▸ **LISTED ENTRIES**:
· · · ·
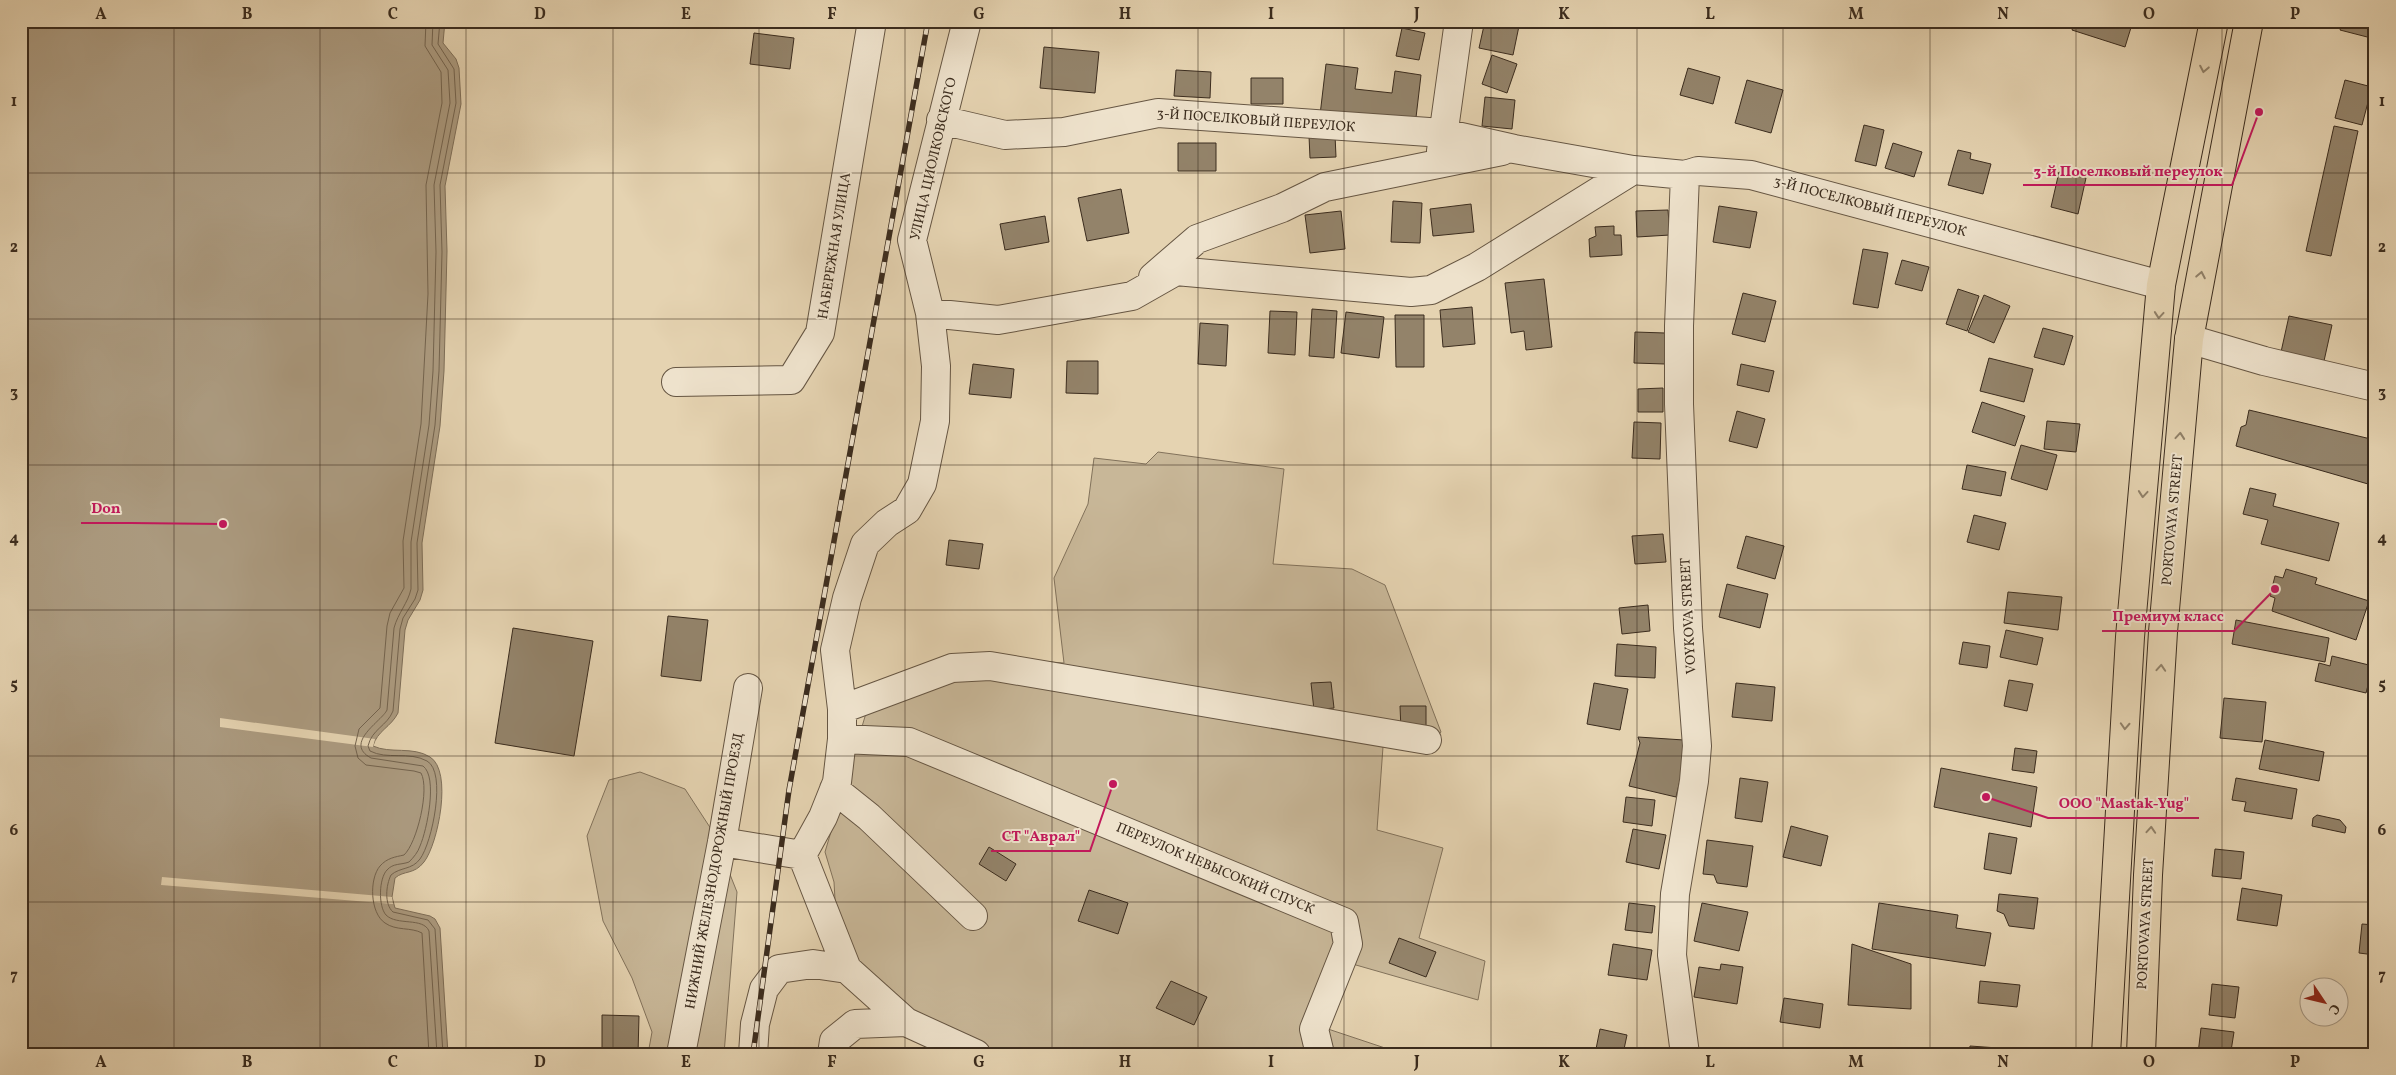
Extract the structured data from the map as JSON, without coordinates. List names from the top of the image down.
{
  "streets": {
    "main road": ["PORTOVAYA STREET"],
    "street": [
      "3-Й ПОСЕЛКОВЫЙ ПЕРЕУЛОК",
      "УЛИЦА ЦИОЛКОВСКОГО",
      "НАБЕРЕЖНАЯ УЛИЦА",
      "VOYKOVA STREET",
      "ПЕРЕУЛОК НЕВЫСОКИЙ СПУСК",
      "НИЖНИЙ ЖЕЛЕЗНОДОРОЖНЫЙ ПРОЕЗД"
    ]
  },
  "crossings": [
    ["3-Й ПОСЕЛКОВЫЙ ПЕРЕУЛОК", "УЛИЦА ЦИОЛКОВСКОГО"],
    ["3-Й ПОСЕЛКОВЫЙ ПЕРЕУЛОК", "VOYKOVA STREET"],
    ["УЛИЦА ЦИОЛКОВСКОГО", "ПЕРЕУЛОК НЕВЫСОКИЙ СПУСК"]
  ],
  "places": [
    "3-й Поселковый переулок",
    "Don",
    "Премиум класс",
    "СТ \"Аврал\"",
    "OOO \"Mastak-Yug\""
  ],
  "north": "bottom right",
  "grid": {
    "columns": [
      "A",
      "B",
      "C",
      "D",
      "E",
      "F",
      "G",
      "H",
      "I",
      "J",
      "K",
      "L",
      "M",
      "N",
      "O",
      "P"
    ],
    "rows": [
      "1",
      "2",
      "3",
      "4",
      "5",
      "6",
      "7"
    ]
  }
}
· · · ·
▸ **REQUIRED WORK**:
Look over the listing. Pull out every line with the string "СПУСК" in it.

▸ **PROBLEM SOLUTION**:
      "ПЕРЕУЛОК НЕВЫСОКИЙ СПУСК",
    ["УЛИЦА ЦИОЛКОВСКОГО", "ПЕРЕУЛОК НЕВЫСОКИЙ СПУСК"]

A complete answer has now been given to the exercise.